でしょうね。思ってはいない。だから呪いだというんです——宮部みゆき『楽園』

 引き続き。
でしょうね。思ってはいない。だから呪いだというんです——宮部みゆき『楽園』_c0131823_15303960.jpgでしょうね。思ってはいない。だから呪いだというんです——宮部みゆき『楽園』_c0131823_153279.jpg
版元(上巻)版元(下巻)

30(263)宮部みゆき『楽園(上・下)』文春文庫、文藝春秋、2010年。
* 初出は「産経新聞」2005年7月1日〜2006年8月13日連載。
** 単行本は2007年に上下2分冊で文藝春秋より刊行。


 趣味本を、たとえ文庫とはいえ新刊で買ってしまうという背徳。しかも上下2分冊……。ちなみに、上巻503頁、下巻433頁の大部。しかし、一気に読めるのはさすが宮部さんと言わなければならない。

 ストーリーにより没入するには、『模倣犯』を先に読んでおくとよい(わたしは読んでいた)。というのも、『楽園』の主人公のライター前畑滋子は『模倣犯』の主人公でもあったからである。両作においては連続性が保たれている。本文に出てきた印象的な言葉として「喪の仕事」というのがあるが、『楽園』は『模倣犯』にとっての「喪の仕事」でもあるように思われる。

 書けるはずのない絵を書いて事故死した少年・萩谷等の絵から見えてくる人間の強さと弱さ。

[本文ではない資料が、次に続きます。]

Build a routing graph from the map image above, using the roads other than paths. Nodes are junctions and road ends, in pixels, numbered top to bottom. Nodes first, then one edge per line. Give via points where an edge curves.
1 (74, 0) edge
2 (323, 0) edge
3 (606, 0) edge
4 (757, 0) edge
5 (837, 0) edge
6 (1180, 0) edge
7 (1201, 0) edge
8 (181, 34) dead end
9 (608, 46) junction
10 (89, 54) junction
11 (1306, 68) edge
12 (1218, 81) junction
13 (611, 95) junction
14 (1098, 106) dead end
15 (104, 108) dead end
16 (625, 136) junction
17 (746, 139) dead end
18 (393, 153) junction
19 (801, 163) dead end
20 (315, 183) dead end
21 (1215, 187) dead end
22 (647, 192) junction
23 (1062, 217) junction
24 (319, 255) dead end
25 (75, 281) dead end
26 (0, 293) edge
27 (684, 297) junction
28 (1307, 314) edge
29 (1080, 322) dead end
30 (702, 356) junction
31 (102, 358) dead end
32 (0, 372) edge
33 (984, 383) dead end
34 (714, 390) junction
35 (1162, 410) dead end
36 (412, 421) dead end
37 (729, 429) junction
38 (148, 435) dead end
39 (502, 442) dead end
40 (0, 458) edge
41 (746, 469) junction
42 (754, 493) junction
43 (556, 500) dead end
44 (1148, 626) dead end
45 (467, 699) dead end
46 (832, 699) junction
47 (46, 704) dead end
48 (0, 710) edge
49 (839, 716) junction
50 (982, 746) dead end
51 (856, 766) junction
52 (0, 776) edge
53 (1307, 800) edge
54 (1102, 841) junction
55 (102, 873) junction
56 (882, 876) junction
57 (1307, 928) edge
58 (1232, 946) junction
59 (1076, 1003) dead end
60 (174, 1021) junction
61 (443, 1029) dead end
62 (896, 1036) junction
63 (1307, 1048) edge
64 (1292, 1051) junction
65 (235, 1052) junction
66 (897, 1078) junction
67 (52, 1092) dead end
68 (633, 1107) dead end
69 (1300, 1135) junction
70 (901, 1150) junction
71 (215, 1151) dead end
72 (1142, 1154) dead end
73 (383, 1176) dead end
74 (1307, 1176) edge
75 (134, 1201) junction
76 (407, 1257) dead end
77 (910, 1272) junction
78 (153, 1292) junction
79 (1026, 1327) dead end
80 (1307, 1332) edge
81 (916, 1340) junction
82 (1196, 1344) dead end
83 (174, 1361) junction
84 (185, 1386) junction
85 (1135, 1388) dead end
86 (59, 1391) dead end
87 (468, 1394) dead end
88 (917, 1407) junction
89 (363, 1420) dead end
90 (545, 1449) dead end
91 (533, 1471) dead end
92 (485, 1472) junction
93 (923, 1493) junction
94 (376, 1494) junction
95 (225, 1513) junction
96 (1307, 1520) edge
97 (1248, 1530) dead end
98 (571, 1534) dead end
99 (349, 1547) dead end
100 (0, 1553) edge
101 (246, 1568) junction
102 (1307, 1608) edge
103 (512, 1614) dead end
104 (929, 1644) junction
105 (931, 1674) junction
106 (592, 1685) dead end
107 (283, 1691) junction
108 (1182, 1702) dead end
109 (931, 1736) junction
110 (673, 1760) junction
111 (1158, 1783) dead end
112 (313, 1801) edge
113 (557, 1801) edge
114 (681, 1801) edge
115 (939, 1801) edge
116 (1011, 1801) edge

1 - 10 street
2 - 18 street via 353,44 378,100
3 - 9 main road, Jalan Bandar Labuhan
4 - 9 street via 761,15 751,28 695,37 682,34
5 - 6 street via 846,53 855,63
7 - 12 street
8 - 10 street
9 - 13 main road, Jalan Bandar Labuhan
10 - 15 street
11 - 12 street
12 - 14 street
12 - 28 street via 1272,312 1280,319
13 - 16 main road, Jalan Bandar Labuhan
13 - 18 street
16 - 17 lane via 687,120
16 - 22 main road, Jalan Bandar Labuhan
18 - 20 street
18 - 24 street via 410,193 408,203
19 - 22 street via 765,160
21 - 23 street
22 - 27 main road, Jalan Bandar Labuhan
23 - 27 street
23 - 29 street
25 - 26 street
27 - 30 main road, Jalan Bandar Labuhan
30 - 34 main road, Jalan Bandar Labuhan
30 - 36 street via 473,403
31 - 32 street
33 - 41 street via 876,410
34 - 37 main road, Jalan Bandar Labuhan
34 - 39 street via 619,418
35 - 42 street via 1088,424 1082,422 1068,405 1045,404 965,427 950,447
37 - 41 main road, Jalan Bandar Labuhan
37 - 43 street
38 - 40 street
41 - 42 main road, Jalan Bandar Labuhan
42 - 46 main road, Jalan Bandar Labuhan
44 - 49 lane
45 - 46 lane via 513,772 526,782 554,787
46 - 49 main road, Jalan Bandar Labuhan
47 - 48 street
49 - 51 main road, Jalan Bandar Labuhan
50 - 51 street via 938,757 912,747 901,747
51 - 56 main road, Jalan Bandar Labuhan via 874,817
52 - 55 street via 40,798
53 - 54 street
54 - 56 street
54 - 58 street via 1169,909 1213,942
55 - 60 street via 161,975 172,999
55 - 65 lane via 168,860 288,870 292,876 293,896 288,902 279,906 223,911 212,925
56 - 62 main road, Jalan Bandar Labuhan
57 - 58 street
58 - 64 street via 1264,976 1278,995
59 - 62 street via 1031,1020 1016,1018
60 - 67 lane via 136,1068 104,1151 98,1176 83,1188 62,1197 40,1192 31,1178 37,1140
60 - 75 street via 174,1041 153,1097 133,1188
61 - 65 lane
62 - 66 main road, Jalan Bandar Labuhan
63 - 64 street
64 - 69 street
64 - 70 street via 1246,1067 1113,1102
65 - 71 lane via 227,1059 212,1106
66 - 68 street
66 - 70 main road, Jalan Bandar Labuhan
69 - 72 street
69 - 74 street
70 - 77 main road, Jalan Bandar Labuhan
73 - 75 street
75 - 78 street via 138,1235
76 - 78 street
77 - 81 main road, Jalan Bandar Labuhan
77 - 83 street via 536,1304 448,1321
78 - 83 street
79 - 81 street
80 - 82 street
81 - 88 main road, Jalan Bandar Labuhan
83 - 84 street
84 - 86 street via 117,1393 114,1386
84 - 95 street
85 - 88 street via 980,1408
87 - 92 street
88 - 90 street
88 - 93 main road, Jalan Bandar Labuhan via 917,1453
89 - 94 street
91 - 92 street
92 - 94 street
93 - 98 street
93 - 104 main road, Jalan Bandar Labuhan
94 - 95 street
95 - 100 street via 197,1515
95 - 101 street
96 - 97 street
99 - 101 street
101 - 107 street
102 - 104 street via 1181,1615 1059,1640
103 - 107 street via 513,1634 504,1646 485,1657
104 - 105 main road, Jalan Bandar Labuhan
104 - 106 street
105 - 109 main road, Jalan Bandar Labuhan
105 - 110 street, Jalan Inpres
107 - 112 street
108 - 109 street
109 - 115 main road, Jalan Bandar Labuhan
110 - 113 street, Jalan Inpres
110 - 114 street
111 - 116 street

もう目を背けないという覚悟は、積極的に立ち向かうという宣言とは違う。 
■(上・19)

 完全にコンテクストから離脱させていますが、体幹をちょっと引っ掻かれたもので。


「でも、この絵にこだわってしまう」滋子の発言を制して、秋津は続けた。「この絵をひと目見た瞬間に、これに囚われてほかのものが見えなくなってしまった。そうでしょう?」
 事実だったから、滋子は渋々ながらうなずいた。
「呪われてるんだ。未だにね」
「呪いだなんて! わたしは——そんなふうには——思ってないけど」
「でしょうね。思ってはいない。だから呪いだというんです」

 太い鼻息を吐いて、秋津は軽く笑った。

■(上・180 傍点省略、以下同様)
 
 本人は思っていない、しかし端から見れば何かに憑かれている——それを「呪い」だとするならば、と言って別のコンテクストに移動するが、研究においてこの「呪い」を明らかにするのが哲学(あるいは思想(史)研究)の役割なのかなあと、ここを読んで思った。もちろん研究において「呪い」などという言葉はほとんど出てこない(呪術研究などでは頻出すること間違いなしだが)。研究において「呪い」にあたるのは——とくに自覚されていない——「前提」とか「仮定」とか「立場」とかそういうものたちである。それらを取り出して吟味するのが哲学の役割だ——というのが目下のわたしの哲学観である。
  

 次に滋子は、大まかな〔調査の〕スケジュール表をこしらえた。萩谷等についての調査を、どの角度からどう進めるか。まず何をやるべきか。何を調べ、誰に会うべきか。最初は思いつくそばから書き出してゆき、ある程度書き尽くしたところでそれを整理する。
■(上・196)

 研究でもこの手順は大事。


 滋子の目には、こういう〔子ども・孫のなかでもっとも扱いやすい者を仕事や結婚をさせずに家に残すという〕やり方も一種の“虐待”に見える。子供から人生を取り上げ、自身の意志を持つことを禁じ、労賃なしのお手伝いさん扱いするのだから。
■(上・232)

 前近代と近代の衝突。


「何だそりゃ。宇宙人か?」
 滋子の肩越しにのぞきこんで、昭二はそう言った。
「これ、昭ちゃんだよ」
 それからが大騒ぎだった。昭二はさんざん抗議したり笑ったり怒ったり鏡を見たりして、滋子はそれを見て笑い、しまいには昭二が鉛筆を握り締めてスケッチブックに向かった。五分としないうちに描いたページをこちらに開いてみせて、
「これが滋子だ」
 ロングヘアの“へのへのもへじ”だった。
「夕飯、食べさしてあげない」
「待て待て! 早まるな! 描き直す!」
 何度描いても結果は同じ。二人とも絵心がない。からっきしダメだ。仲良くビールと焼酎を飲んだ。
「思ったより難しいもんだな」
 昭二は自分の太くて短い指をつくづくとあらためる。
「滋子の顔なんて、隅から隅までよく知ってるつもりなんだけどさ。いざ絵に描こうとすると、わかんなくなっちまう」
知ってることと、知ってることを表現することは別なのよ
「また小難しい言い方をする」

■(上・289)

 まさにそう。それにしても、こういうやり取りは、いいなあ。


 免許を取って二年だというが、誠子の運転はスムーズだった。
「わたし、免許を取るつもりはなかったんですよ。でも、達ちゃんが取れ取れって言うもんだから」
 別れた夫——井上達夫のことを、誠子は「達ちゃん」と呼んでいた。

■(上・)

 一瞬びくっとした。井上達夫という名前の法哲学者が実際にいるからだ。知っている研究者の名前がいきなり小説などに登場すると驚くということを知った。そして、井上先生も奥さまに「達ちゃん」と呼ばれていたのかなとか、余計な想像力を働かせてしまう。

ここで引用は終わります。